Hayat Tahrir al-Sham (HTS), the successor organization to al-Qaida’s former Syrian affiliate, Jabhat al-Nusra, currently controls Idlib.
Al-Abdeh opposed the ultimately successful effort by the Kurdish-dominated Syrian Democratic Forces (SDF) to cleanse ISIS from its self-proclaimed capital of Raqqa due to his alignment with the Muslim Brotherhood and Turkey’s ruling Justice and Development Party (AKP). The Obama administration spent $500 million training and equipping Syrian rebels linked with the FSA, but only succeeded in training four or five fighters before President Trump ended the program.
FSA forces formed a major portion of Turkey’s invasion force in the Kurdish-dominated Afrin region in northwestern Syria. Since the FSA took control, an extremist interpretation of sharia has been implemented, Yazidis have been forcibly converted to Islam, and some ethnic cleansing already has taken place, Afrin native and current Syrian Democratic Council (SDC) Executive Director Ilham Ahmed said earlier this month during a visit to Washington. The SDC is the civilian political arm of the SDF.

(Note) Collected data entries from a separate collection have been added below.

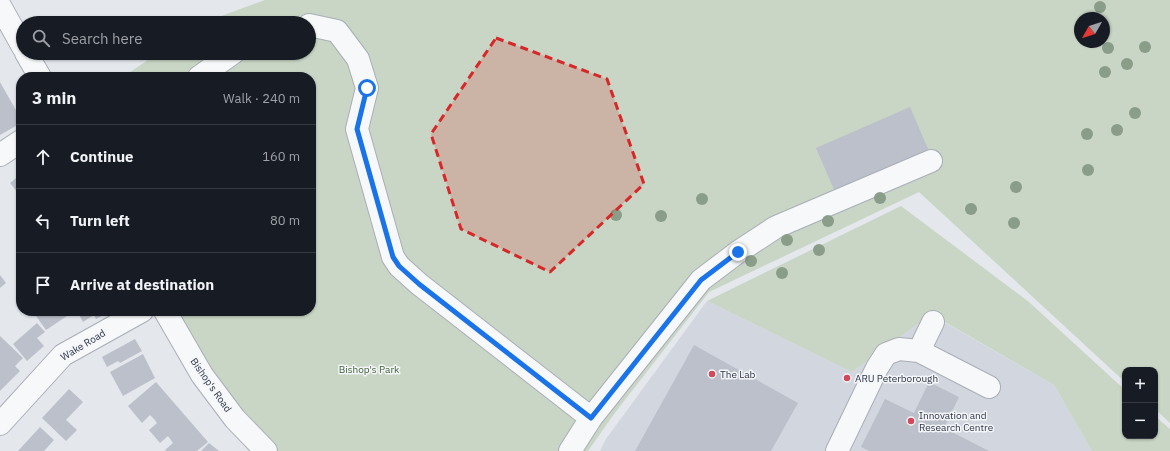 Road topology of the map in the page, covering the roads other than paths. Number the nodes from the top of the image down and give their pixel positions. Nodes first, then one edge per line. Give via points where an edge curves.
1 (0, 6) edge
2 (316, 26) edge
3 (16, 35) edge
4 (30, 60) edge
5 (223, 60) edge
6 (37, 72) edge
7 (206, 72) edge
8 (16, 144) edge
9 (0, 155) edge
10 (931, 161) dead end
11 (133, 316) edge
12 (168, 316) edge
13 (933, 322) dead end
14 (919, 351) junction
15 (988, 387) dead end
16 (591, 418) junction
17 (0, 424) edge
18 (266, 451) edge
19 (570, 451) edge
20 (836, 451) edge

1 - 3 street
2 - 16 street via 337,31 358,59 367,88 357,129 393,257 399,266
4 - 6 street
5 - 7 street
8 - 9 street
10 - 16 street via 776,227 738,252 701,280
11 - 17 street, Wake Road via 63,355
12 - 18 street, Bishop's Road via 202,375 235,419
13 - 14 street
14 - 15 street
14 - 20 street via 899,349 886,354
16 - 19 street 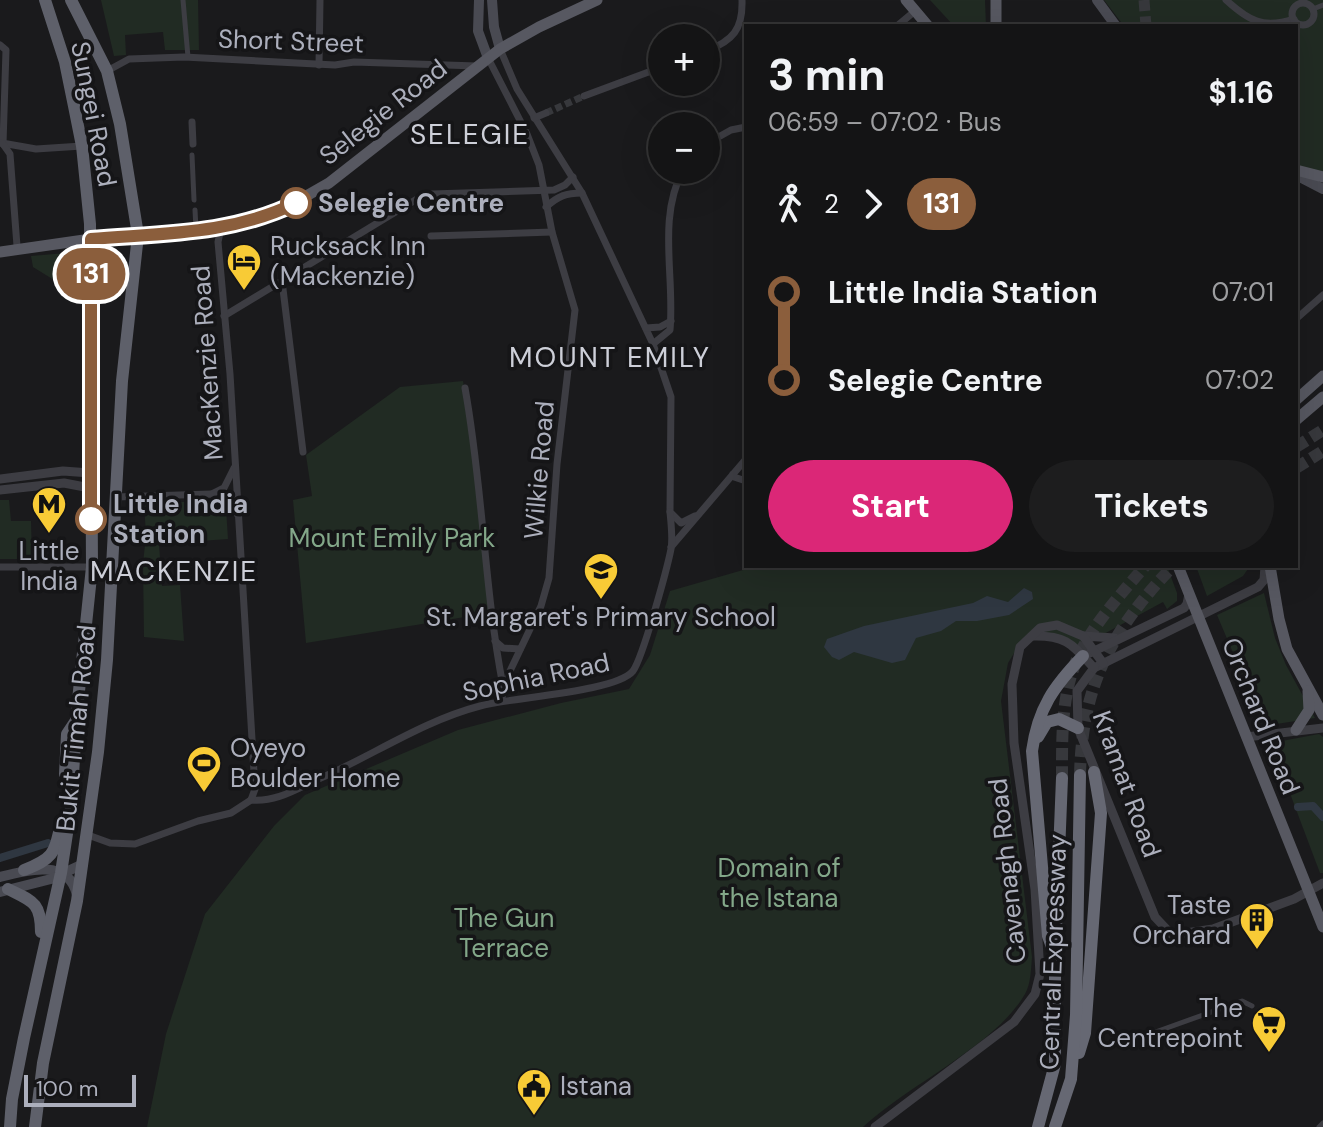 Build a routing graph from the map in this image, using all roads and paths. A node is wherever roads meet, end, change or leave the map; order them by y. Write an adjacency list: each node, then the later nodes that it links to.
1 (45, 0): 41 (highway, Sungei Road)
2 (71, 0): 31 (highway, Bukit Timah Road)
3 (183, 0): 27 (street)
4 (320, 0): 29 (street)
5 (479, 0): 28 (main road)
6 (492, 0): 26 (main road)
7 (597, 0): 26 (main road, Selegie Road)
8 (742, 0): 25 (street)
9 (906, 0): 16 (main road)
10 (996, 0): 20 (main road)
11 (1097, 0): 21 (main road)
12 (1226, 0): 22 (street)
13 (1304, 2): 15 (street); 17 (street)
14 (1323, 5): 15 (street)
15 (1313, 9): 17 (street)
16 (915, 11): 18 (street); 19 (main road)
17 (1294, 19): 23 (street)
18 (899, 24)
19 (926, 24)
20 (996, 24)
21 (1115, 24)
22 (1262, 24)
23 (1279, 24)
24 (0, 45): 40 (street)
25 (720, 45)
26 (500, 49): 28 (main road, Selegie Road); 35 (street, Sophia Road)
27 (188, 57): 29 (street, Short Street); 31 (street, Short Street)
28 (488, 58): 30 (main road, Selegie Road); 48 (street, Wilkie Road)
29 (319, 65): 30 (street, Short Street)
30 (477, 66): 54 (main road, Selegie Road)
31 (107, 71): 57 (highway, Bukit Timah Road)
32 (648, 72): 33 (street)
33 (584, 96)
34 (546, 113): 35 (street)
35 (534, 118): 45 (street, Sophia Road)
36 (192, 122): 39 (street)
37 (744, 127): 38 (street)
38 (720, 136)
39 (193, 144)
40 (4, 145): 41 (street); 60 (street)
41 (82, 146): 59 (highway, Sungei Road)
42 (192, 155): 51 (street)
43 (1298, 173): 46 (main road)
44 (1298, 174): 49 (main road)
45 (573, 177): 48 (street); 50 (street, Sophia Road)
46 (1323, 177)
47 (676, 184): 66 (street)
48 (543, 189): 52 (street, Wilkie Road); 62 (street)
49 (1323, 189)
50 (582, 193): 52 (street); 67 (street, Sophia Road)
51 (194, 200)
52 (546, 207): 56 (street, Wilkie Road)
53 (195, 210): 55 (street)
54 (221, 228): 55 (main road, Selegie Road); 64 (street, MacKenzie Road)
55 (196, 231): 57 (main road, Selegie Road)
56 (552, 232): 58 (street); 103 (street, Wilkie Road)
57 (138, 235): 59 (main road, Selegie Road); 87 (highway, Bukit Timah Road)
58 (431, 236)
59 (91, 239): 60 (main road, Selegie Road); 78 (highway, Bukit Timah Road)
60 (18, 247): 61 (main road, Selegie Road)
61 (0, 252)
62 (282, 281): 64 (street); 75 (street)
63 (1323, 295): 65 (street)
64 (224, 316): 77 (street, MacKenzie Road)
65 (1298, 317)
66 (671, 321): 67 (street); 68 (street)
67 (646, 328): 68 (street, Sophia Road)
68 (653, 344): 88 (street, Sophia Road)
69 (1323, 376): 70 (main road)
70 (1311, 387): 72 (main road); 73 (main road)
71 (465, 388): 102 (street)
72 (1298, 398)
73 (1322, 398): 74 (main road)
74 (1298, 418)
75 (303, 452)
76 (744, 461): 79 (street)
77 (235, 466): 86 (street); 89 (street, MacKenzie Road)
78 (90, 473): 80 (street); 84 (highway, Bukit Timah Road)
79 (733, 474): 82 (street); 90 (street)
80 (20, 477): 81 (street); 83 (street)
81 (0, 479)
82 (744, 481)
83 (21, 488): 84 (street); 85 (street)
84 (90, 488): 93 (highway, Bukit Timah Road)
85 (0, 490)
86 (211, 494): 87 (street); 89 (street)
87 (116, 497): 120 (highway, Bukit Timah Road)
88 (670, 508): 90 (street); 91 (street, Sophia Road)
89 (237, 514): 119 (street, MacKenzie Road)
90 (695, 516): 91 (street)
91 (671, 547): 108 (street, Sophia Road)
92 (0, 567): 93 (street)
93 (92, 567): 110 (highway, Bukit Timah Road)
94 (1179, 568): 97 (main road, Orchard Road)
95 (1267, 568): 98 (street)
96 (1268, 568): 106 (main road)
97 (1189, 594): 98 (main road, Orchard Road); 101 (street)
98 (1197, 617): 105 (street); 114 (main road, Orchard Road)
99 (1032, 636): 100 (street); 104 (street); 139 (street, Cavenagh Road)
100 (1083, 636): 101 (street); 104 (street)
101 (1120, 638): 104 (street)
102 (494, 639): 103 (street); 107 (street)
103 (520, 649): 107 (street, Wilkie Road)
104 (1089, 654): 105 (street); 115 (highway)
105 (1098, 665): 111 (street, Kramat Road)
106 (1307, 687): 109 (main road); 113 (main road)
107 (503, 689): 108 (street, Wilkie Road)
108 (501, 701): 119 (street, Sophia Road)
109 (1323, 715)
110 (77, 719): 122 (highway); 123 (highway, Bukit Timah Road)
111 (1078, 728): 115 (highway); 116 (street, Kramat Road)
112 (1323, 728): 113 (street)
113 (1296, 730): 114 (street)
114 (1246, 737): 127 (main road, Orchard Road)
115 (1032, 751): 132 (highway)
116 (1094, 772): 127 (street, Kramat Road); 136 (highway)
117 (1080, 775): 136 (highway, Central Expressway)
118 (1062, 778): 132 (highway, Central Expressway)
119 (251, 800): 120 (street)
120 (88, 835): 121 (highway, Bukit Timah Road)
121 (83, 864): 123 (main road); 128 (highway, Bukit Timah Road)
122 (24, 870): 123 (main road); 124 (main road)
123 (61, 873): 126 (main road); 128 (main road); 131 (highway, Bukit Timah Road)
124 (0, 877)
125 (1323, 883): 127 (street)
126 (4, 890): 133 (highway)
127 (1308, 892): 129 (main road, Orchard Road)
128 (77, 901): 130 (highway, Bukit Timah Road)
129 (1323, 927)
130 (71, 929): 131 (highway); 138 (highway, Bukit Timah Road)
131 (46, 937): 133 (highway, Bukit Timah Road)
132 (1055, 953): 140 (highway, Central Expressway)
133 (41, 960): 137 (highway, Bukit Timah Road)
134 (1252, 1006): 135 (street)
135 (1150, 1034)
136 (1071, 1079): 141 (highway, Central Expressway)
137 (10, 1127)
138 (35, 1127)
139 (875, 1127)
140 (1038, 1127)
141 (1055, 1127)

Amnesty International, The Syrian Observatory for Human Rights and Human Rights Watch have made similar observations.
The FSA has been closely linked with Turkey’s security services since the start of the Syrian Civil War in 2011. Its operations are closely linked with Turkey, which has used itas a proxy against the Kurds.
ETILAF announced in December that FSA militias will participate in an anticipated Turkish invasion of SDF-controlled northeastern Syria and effort to create a Turkish-controlled “safe zone” along the Syrian-Turkish border. HTS leader Abu Muhammad al-Joulani also has endorsed participating in the Turkish offensive.